MacLean's book set the stage for antiracists to take aim not only at Buchanan but anyone who defends him. In their view, the state is essential in fighting racism, therefore anyone who opposes the state is failing to join the antiracist efforts and must of course be a racist. Thus the antiracists attempted to take down the South African economist W.H. Hutt, whose work Buchanan supported. Hutt's alleged crime was to oppose apartheid on the wrong grounds. In his book The Economics of the Color Bar, instead of opposing apartheid on "antiracist" grounds he opposed it for restricting economic liberty. As stated in the preface to that book:

Professor W. H. Hutt has written this book as an economist. His central discussion is of economic causes and consequences and he touches only marginally on other aspects, political, sociological, philosophical... Although Professor Hutt writes dispassionately as an academic, there is ample evidence in his record of public protest of his moral revulsion against the injustices to the non-white peoples of South Africa.
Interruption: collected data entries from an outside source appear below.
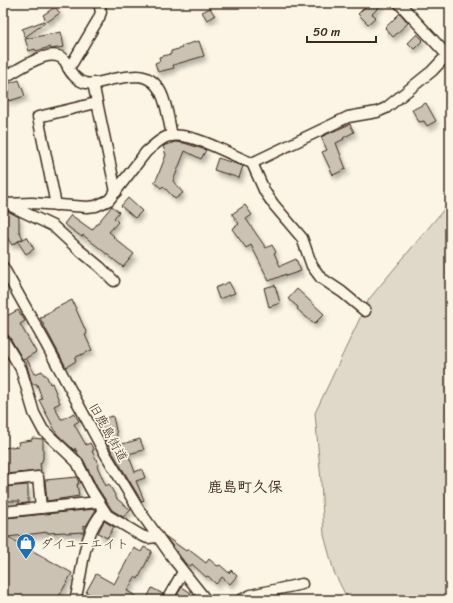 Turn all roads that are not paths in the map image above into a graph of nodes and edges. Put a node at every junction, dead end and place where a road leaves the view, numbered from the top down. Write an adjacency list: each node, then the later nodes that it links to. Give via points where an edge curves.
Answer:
1 (99, 3): 4 (street, via 99,18)
2 (399, 3): 3 (street)
3 (448, 54): 9 (street, via 432,71 386,108 348,117)
4 (68, 68): 5 (street, via 59,56 48,55); 6 (street, via 75,78)
5 (3, 78)
6 (93, 84): 7 (street); 8 (street, via 129,76 150,79 162,93)
7 (96, 103): 10 (street); 12 (street, via 38,117)
8 (172, 136): 9 (street, via 192,137); 10 (street, via 166,137 146,152)
9 (252, 163): 15 (street, via 265,192 302,238 312,266 321,278)
10 (116, 192): 12 (street, via 109,200 96,206)
11 (6, 204): 12 (street); 14 (street, via 53,226)
12 (56, 205)
13 (3, 267): 22 (street, 旧鹿島街道, via 103,450)
14 (114, 281)
15 (365, 311)
16 (3, 339): 18 (street, via 21,369 38,423 77,462)
17 (3, 481): 19 (street, via 38,477)
18 (98, 502): 19 (street); 20 (street)
19 (41, 508): 21 (street)
20 (104, 511): 22 (street, via 109,517 142,536); 25 (street, via 94,524 85,546)
21 (3, 512)
22 (157, 537): 23 (street, 旧鹿島街道)
23 (184, 572): 26 (street); 27 (street, 旧鹿島街道)
24 (302, 584): 28 (street, via 251,595)
25 (75, 600)
26 (168, 600)
27 (206, 600)
28 (241, 600)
This dispassionate approach, focusing on the economic implications of apartheid, was also adopted by the great economist Walter E. Williams in his book South Africa's War Against Capitalism, in which he aimed to show through an analysis of labor market regulations and restrictions that "apartheid is the antithesis of capitalism".

In the worldview of the insane antiracists, this type of economic analysis is racist. In their view the only injustice in the world is "racism" and therefore the only ground on which anything may validly be opposed is "antiracism". Any economic principles which do not concern either racism or antiracism are therefore deemed to be invalid and amount to evidence of being - you guessed it - racist.

Statists are in the habit of dismissing anyone who disagrees with their statist worldview as "racist". Liberty is racist. Free speech is hate speech. They apply these epithets not only to fellow academics who defend individual liberty and free market ideals, but also any historical figure who fails to promote their particular style of "antiracism". It is on this basis that they denounce Western civilization itself and attempt to dismantle it on grounds that racism must fall.

For these reasons the "antiracists" are dismayed with the Radical Right who defend limited government and even, in the case of anarcho-capitalists like Murray Rothbard, oppose the state altogether. As Lew Rockwell argues in Against the State:

Experience has taught us that "limited government" is an unstable equilibrium. Governments have no interest in staying limited, when they can expand their power and wealth by instead increasing their scope.

The state-managed civil rights behemoth is a good example of that expansion. Unfazed by several decades of disastrous attempts to eradicate discrimination, it has set out to equalize everyone through DEI schemes, and even to "root out hate" from people's hearts by annexing hate speech provisions to the Civil Rights Act. Far from being distracted by false charges of "racism" defenders of liberty should refuse to be slaves to democracy, recalling the words of Lysander Spooner cited by Rockwell in Against the State:

The principle that the majority have a right to rule the minority, practically resolves all government into a mere contest between two bodies of men, as to which of them shall be masters, and which of them slaves; a contest, that - however bloody - can, in the nature of things, never be finally closed, so long as man refuses to be a slave.